> _What you should do_
From the entries below, gather every line containing the string "joint".

> _Input material_
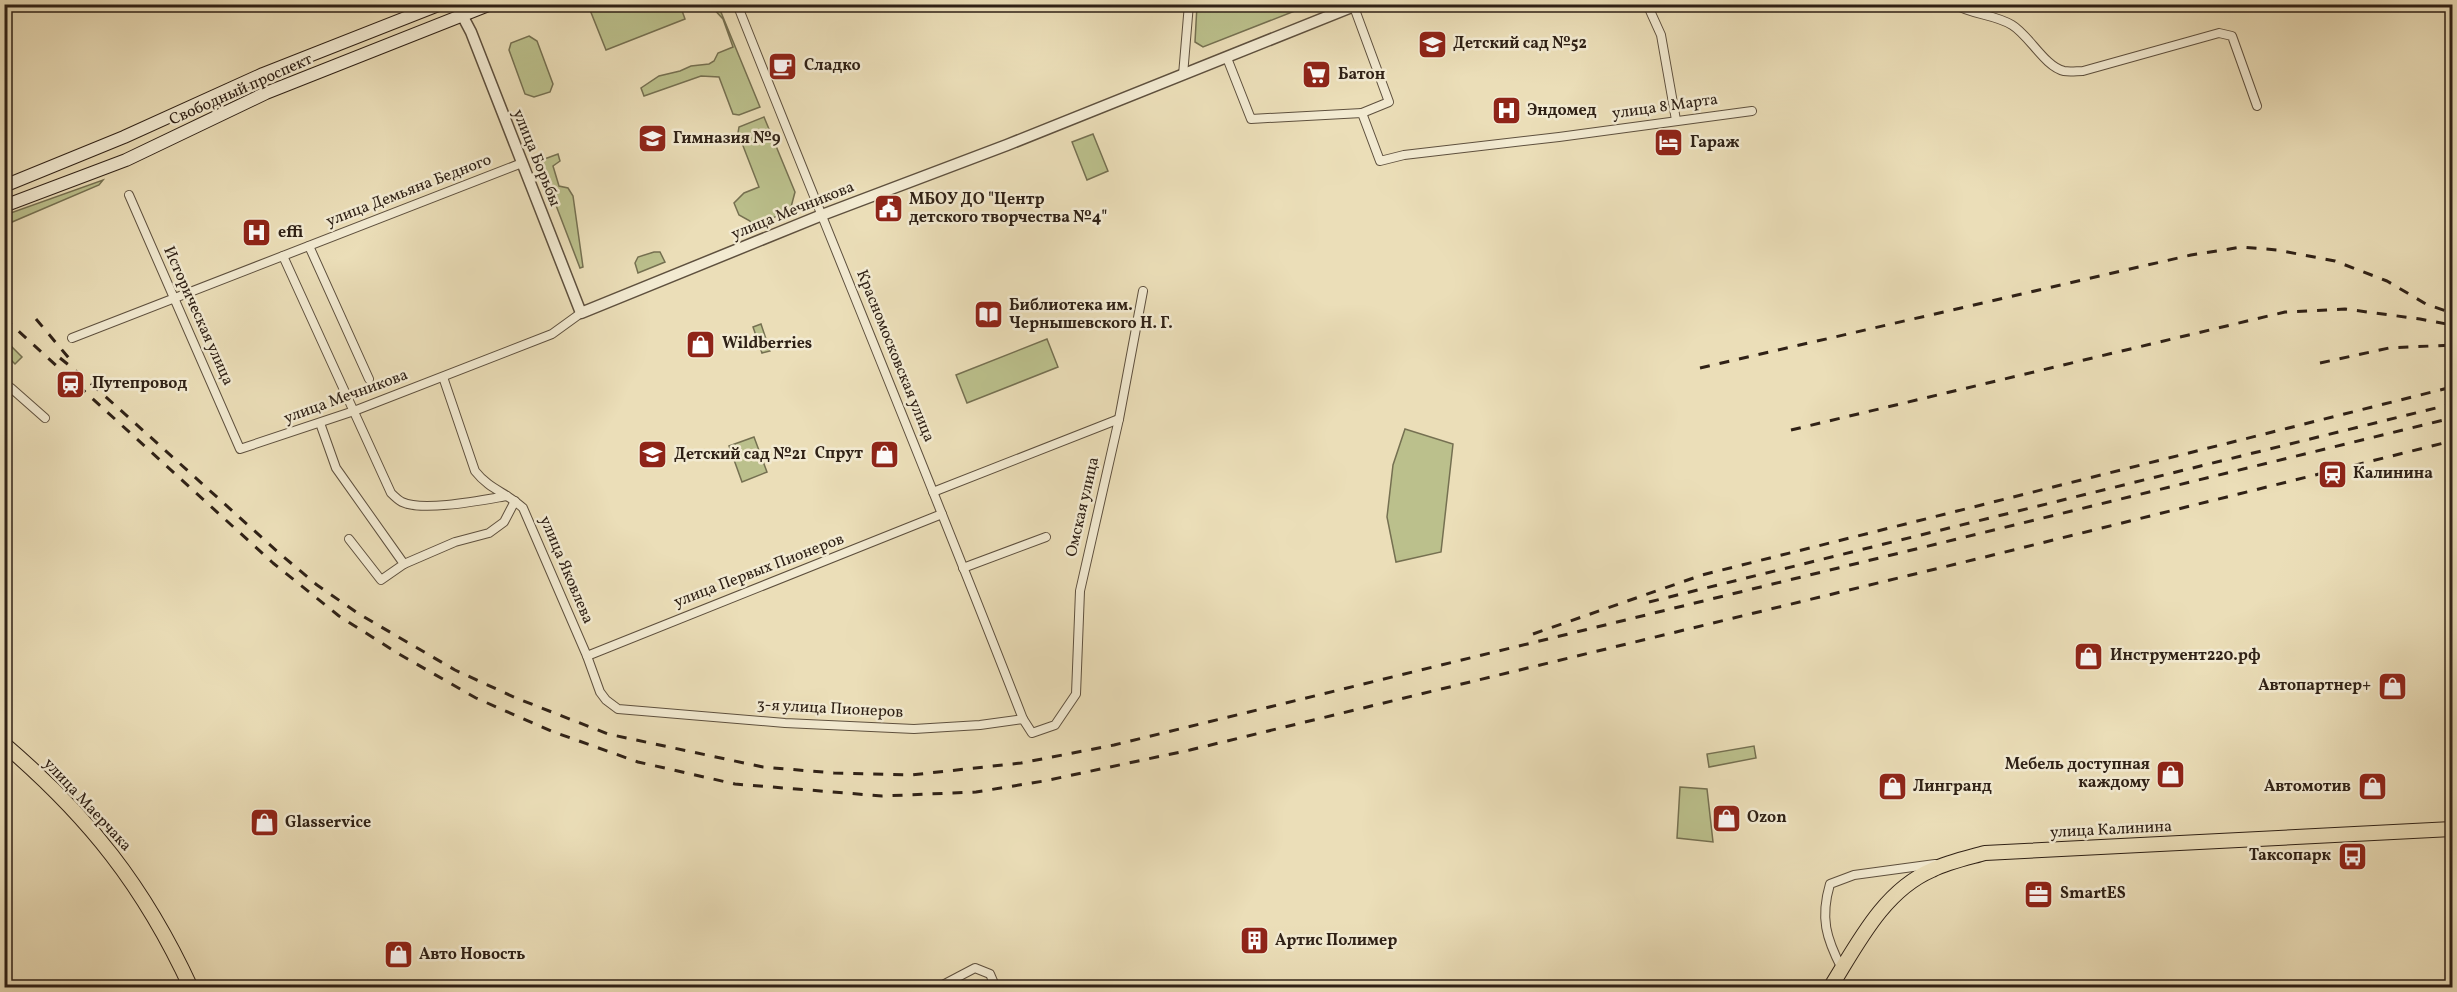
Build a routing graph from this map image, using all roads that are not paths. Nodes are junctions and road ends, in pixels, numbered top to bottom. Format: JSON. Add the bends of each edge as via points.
{"nodes":[{"id":1,"x":441,"y":4,"type":"edge"},
{"id":2,"x":491,"y":4,"type":"edge"},
{"id":3,"x":737,"y":4,"type":"edge"},
{"id":4,"x":1189,"y":4,"type":"edge"},
{"id":5,"x":1647,"y":4,"type":"edge"},
{"id":6,"x":1954,"y":4,"type":"edge"},
{"id":7,"x":1356,"y":6,"type":"edge"},
{"id":8,"x":462,"y":15,"type":"junction"},
{"id":9,"x":1227,"y":58,"type":"junction"},
{"id":10,"x":1184,"y":75,"type":"junction"},
{"id":11,"x":2257,"y":106,"type":"dead end"},
{"id":12,"x":1752,"y":111,"type":"dead end"},
{"id":13,"x":1362,"y":113,"type":"junction"},
{"id":14,"x":1676,"y":120,"type":"junction"},
{"id":15,"x":522,"y":163,"type":"junction"},
{"id":16,"x":4,"y":186,"type":"edge"},
{"id":17,"x":129,"y":195,"type":"dead end"},
{"id":18,"x":4,"y":206,"type":"edge"},
{"id":19,"x":822,"y":215,"type":"junction"},
{"id":20,"x":309,"y":246,"type":"junction"},
{"id":21,"x":283,"y":256,"type":"junction"},
{"id":22,"x":1143,"y":291,"type":"dead end"},
{"id":23,"x":174,"y":298,"type":"junction"},
{"id":24,"x":581,"y":313,"type":"junction"},
{"id":25,"x":72,"y":338,"type":"dead end"},
{"id":26,"x":443,"y":377,"type":"junction"},
{"id":27,"x":369,"y":379,"type":"dead end"},
{"id":28,"x":4,"y":395,"type":"edge"},
{"id":29,"x":354,"y":411,"type":"junction"},
{"id":30,"x":45,"y":418,"type":"dead end"},
{"id":31,"x":1119,"y":419,"type":"junction"},
{"id":32,"x":320,"y":423,"type":"junction"},
{"id":33,"x":240,"y":449,"type":"joint"},
{"id":34,"x":933,"y":492,"type":"junction"},
{"id":35,"x":511,"y":498,"type":"junction"},
{"id":36,"x":942,"y":514,"type":"junction"},
{"id":37,"x":1046,"y":537,"type":"dead end"},
{"id":38,"x":349,"y":539,"type":"dead end"},
{"id":39,"x":404,"y":564,"type":"junction"},
{"id":40,"x":963,"y":568,"type":"junction"},
{"id":41,"x":587,"y":656,"type":"junction"},
{"id":42,"x":600,"y":692,"type":"joint"},
{"id":43,"x":1023,"y":719,"type":"junction"},
{"id":44,"x":4,"y":744,"type":"edge"},
{"id":45,"x":2452,"y":829,"type":"edge"},
{"id":46,"x":1951,"y":862,"type":"junction"},
{"id":47,"x":1842,"y":969,"type":"junction"},
{"id":48,"x":190,"y":987,"type":"edge"},
{"id":49,"x":937,"y":987,"type":"edge"},
{"id":50,"x":996,"y":987,"type":"edge"},
{"id":51,"x":1830,"y":987,"type":"edge"}],
"edges":[{"from":1,"to":16,"type":"main road","name":"Свободный проспект","via":[[263,74]]},
{"from":2,"to":8,"type":"main road","name":"Свободный проспект"},
{"from":3,"to":19,"type":"street","name":"Красномосковская улица"},
{"from":4,"to":10,"type":"street"},
{"from":5,"to":14,"type":"street","via":[[1661,35]]},
{"from":6,"to":11,"type":"street","via":[[2012,25],[2063,71],[2083,71],[2219,33],[2232,36]]},
{"from":7,"to":9,"type":"street","name":"улица Мечникова"},
{"from":7,"to":13,"type":"street","via":[[1389,102]]},
{"from":8,"to":15,"type":"street","name":"улица Борьбы"},
{"from":8,"to":18,"type":"main road","name":"Свободный проспект","via":[[266,93],[126,160]]},
{"from":9,"to":10,"type":"street","name":"улица Мечникова"},
{"from":9,"to":13,"type":"street","via":[[1251,119]]},
{"from":10,"to":19,"type":"street","name":"улица Мечникова"},
{"from":12,"to":14,"type":"street","name":"улица 8 Марта"},
{"from":13,"to":14,"type":"street","name":"улица 8 Марта","via":[[1380,161]]},
{"from":15,"to":20,"type":"street","name":"улица Демьяна Бедного"},
{"from":15,"to":24,"type":"street","name":"улица Борьбы"},
{"from":17,"to":23,"type":"street","name":"Историческая улица"},
{"from":19,"to":24,"type":"street","name":"улица Мечникова"},
{"from":19,"to":34,"type":"street","name":"Красномосковская улица"},
{"from":20,"to":21,"type":"street","name":"улица Демьяна Бедного"},
{"from":20,"to":27,"type":"street"},
{"from":21,"to":23,"type":"street","name":"улица Демьяна Бедного"},
{"from":21,"to":29,"type":"street"},
{"from":22,"to":31,"type":"street","name":"Омская улица"},
{"from":23,"to":25,"type":"street","name":"улица Демьяна Бедного"},
{"from":23,"to":33,"type":"street","name":"Историческая улица"},
{"from":24,"to":26,"type":"street","name":"улица Мечникова","via":[[552,334]]},
{"from":26,"to":29,"type":"street","name":"улица Мечникова"},
{"from":26,"to":35,"type":"street","name":"улица Яковлева","via":[[475,471],[485,483]]},
{"from":28,"to":30,"type":"street","via":[[10,388]]},
{"from":29,"to":32,"type":"street","name":"улица Мечникова"},
{"from":29,"to":35,"type":"street","via":[[391,494],[403,503],[442,505]]},
{"from":31,"to":34,"type":"street"},
{"from":31,"to":43,"type":"street","name":"Омская улица","via":[[1080,591],[1076,694],[1055,724],[1032,733]]},
{"from":32,"to":33,"type":"street","name":"улица Мечникова"},
{"from":32,"to":39,"type":"street","via":[[336,468]]},
{"from":34,"to":36,"type":"street","name":"Красномосковская улица"},
{"from":35,"to":39,"type":"street","via":[[504,522],[489,533],[455,542]]},
{"from":35,"to":41,"type":"street","name":"улица Яковлева","via":[[527,515]]},
{"from":36,"to":40,"type":"street","name":"Красномосковская улица"},
{"from":36,"to":41,"type":"street","name":"улица Первых Пионеров"},
{"from":37,"to":40,"type":"street"},
{"from":38,"to":39,"type":"street","via":[[381,580]]},
{"from":40,"to":43,"type":"street","name":"Красномосковская улица"},
{"from":41,"to":42,"type":"street","name":"улица Яковлева"},
{"from":42,"to":43,"type":"street","name":"3-я улица Пионеров","via":[[618,709],[785,723],[914,729]]},
{"from":44,"to":48,"type":"main road","name":"улица Маерчака","via":[[67,803],[122,867],[168,939]]},
{"from":45,"to":46,"type":"main road","name":"улица Калинина","via":[[1996,853]]},
{"from":46,"to":47,"type":"main road","name":"улица Калинина","via":[[1930,870],[1884,906]]},
{"from":46,"to":47,"type":"street","via":[[1854,875],[1830,884],[1824,906],[1829,945]]},
{"from":47,"to":51,"type":"main road","name":"улица Калинина"},
{"from":49,"to":50,"type":"street","via":[[975,968],[990,974]]}]}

> _Problem solution_
{"id":33,"x":240,"y":449,"type":"joint"},
{"id":42,"x":600,"y":692,"type":"joint"},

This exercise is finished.